── Source records ──
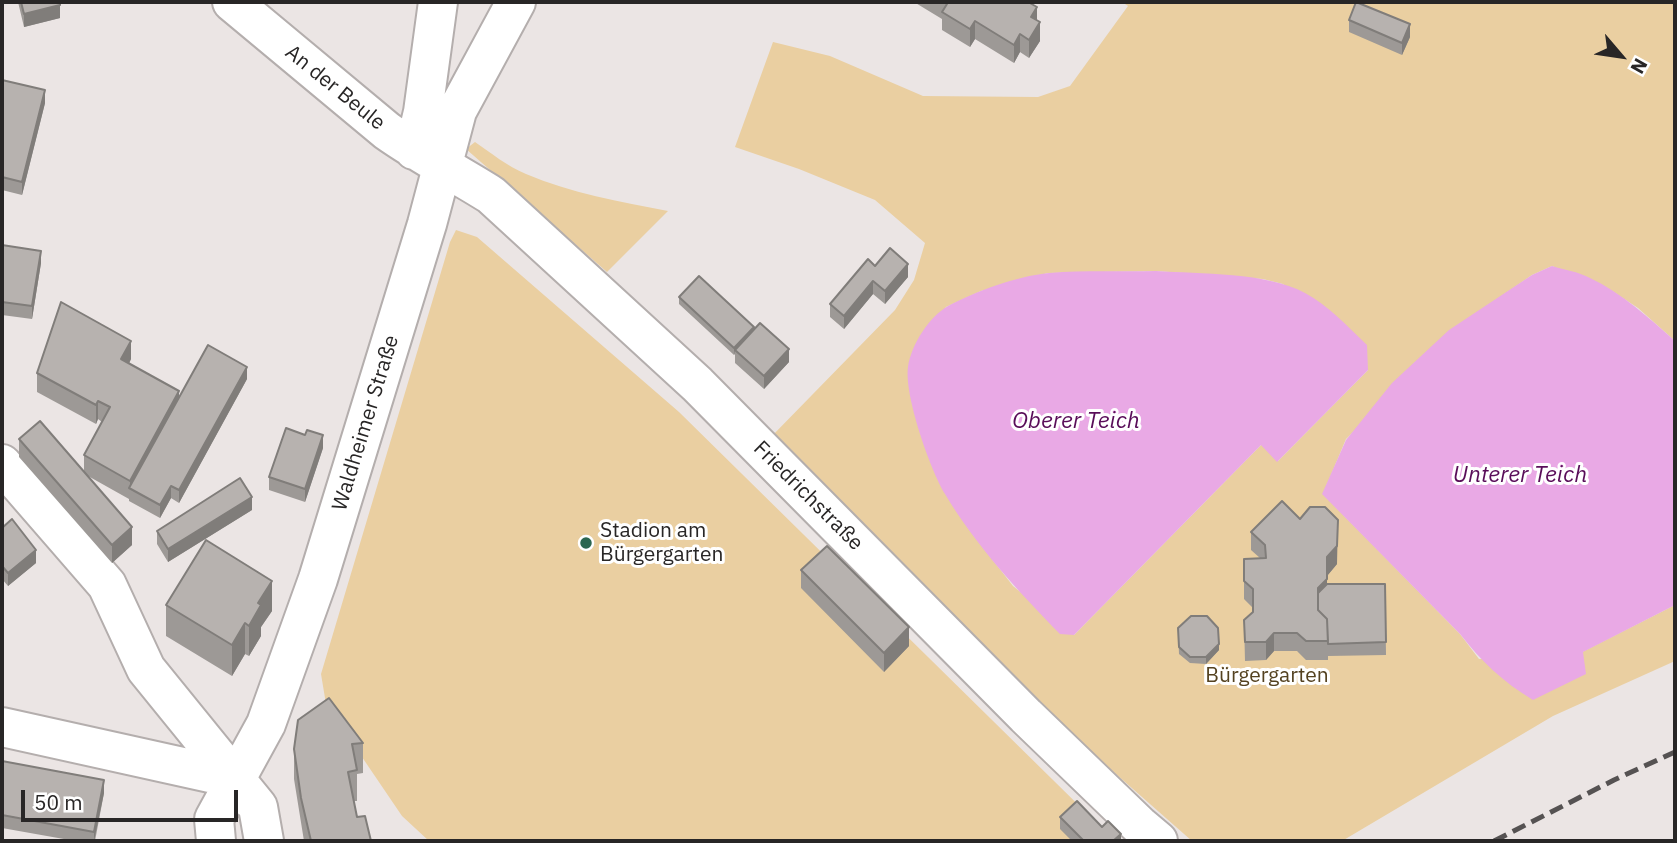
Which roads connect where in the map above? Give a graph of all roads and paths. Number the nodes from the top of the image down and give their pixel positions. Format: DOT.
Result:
graph roads {
  1 [pos="232,2"];
  2 [pos="438,2"];
  3 [pos="516,2"];
  4 [pos="429,159"];
  5 [pos="2,464"];
  6 [pos="2,727"];
  7 [pos="237,779"];
  8 [pos="216,841"];
  9 [pos="264,841"];
  10 [pos="1158,841"];
  1 -- 4 [label="street, An der Beule"];
  2 -- 4 [label="street, Waldheimer Straße"];
  3 -- 4 [label="street, Waldheimer Straße"];
  4 -- 7 [label="street, Waldheimer Straße"];
  4 -- 10 [label="street, Friedrichstraße"];
  5 -- 7 [label="street"];
  6 -- 7 [label="street"];
  7 -- 8 [label="street, Waldheimer Straße"];
  7 -- 9 [label="street"];
}
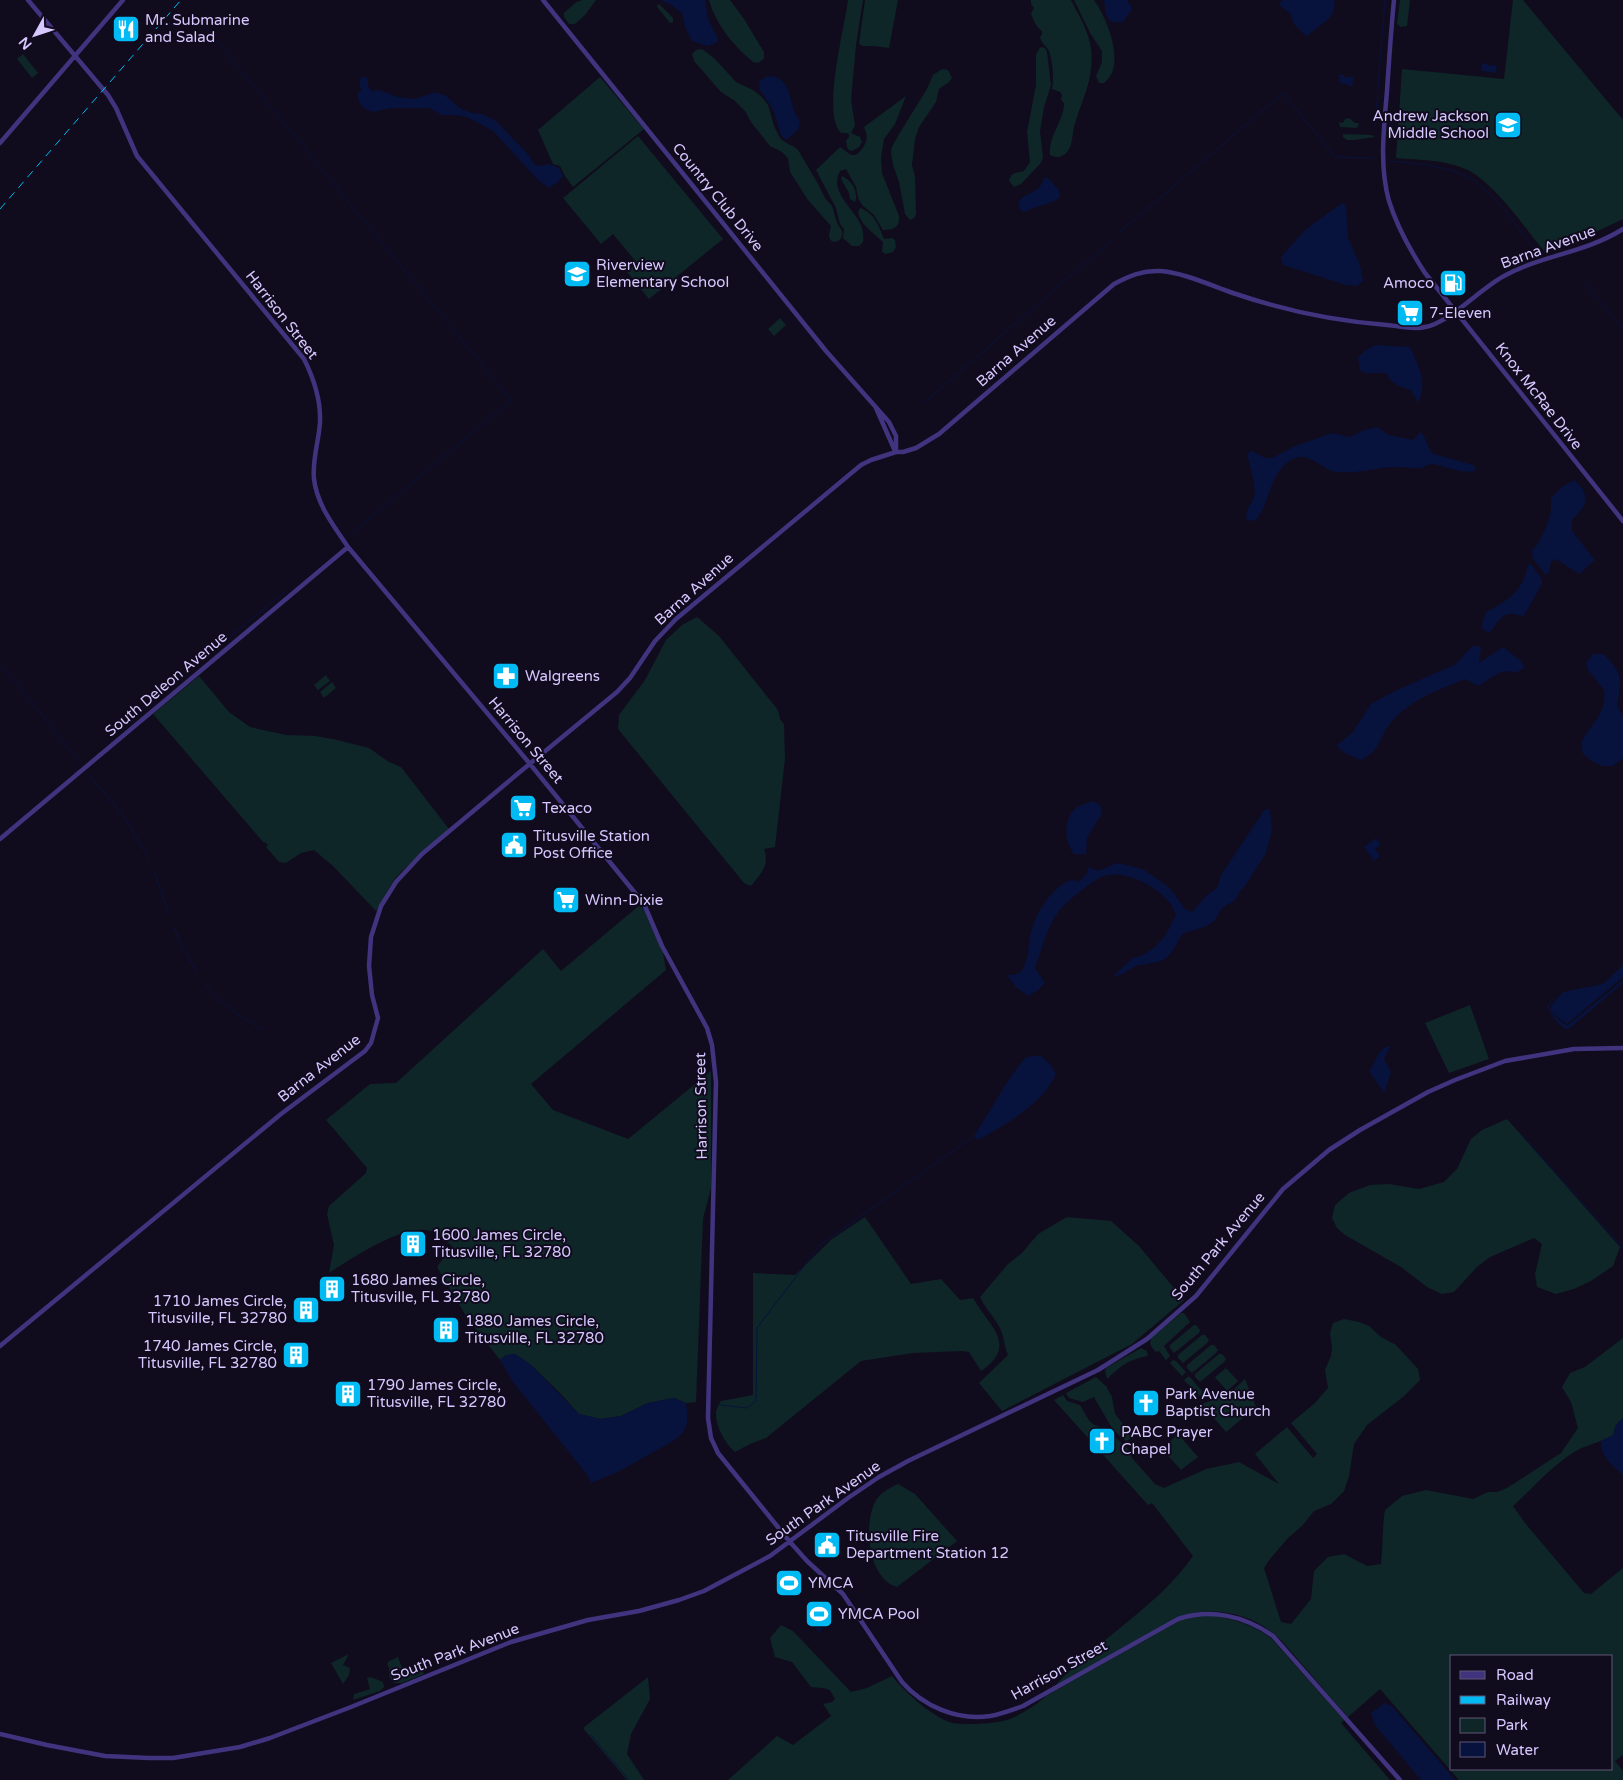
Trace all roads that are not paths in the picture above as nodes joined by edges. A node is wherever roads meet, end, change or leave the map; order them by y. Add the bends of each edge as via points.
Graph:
───
When you retype the data above, match every line exactly and leave the pictures behind.

Which roads connect where in the map above? Give a graph of all roads and paths. Number the nodes from the top of the image down and give their pixel positions. Format: DOT.
Result:
graph roads {
  1 [pos="232,2"];
  2 [pos="438,2"];
  3 [pos="516,2"];
  4 [pos="429,159"];
  5 [pos="2,464"];
  6 [pos="2,727"];
  7 [pos="237,779"];
  8 [pos="216,841"];
  9 [pos="264,841"];
  10 [pos="1158,841"];
  1 -- 4 [label="street, An der Beule"];
  2 -- 4 [label="street, Waldheimer Straße"];
  3 -- 4 [label="street, Waldheimer Straße"];
  4 -- 7 [label="street, Waldheimer Straße"];
  4 -- 10 [label="street, Friedrichstraße"];
  5 -- 7 [label="street"];
  6 -- 7 [label="street"];
  7 -- 8 [label="street, Waldheimer Straße"];
  7 -- 9 [label="street"];
}
Trace all roads that are not paths in the picture above as nodes joined by edges. A node is wherever roads meet, end, change or leave the map; order them by y. Add the bends of each edge as via points.
Graph:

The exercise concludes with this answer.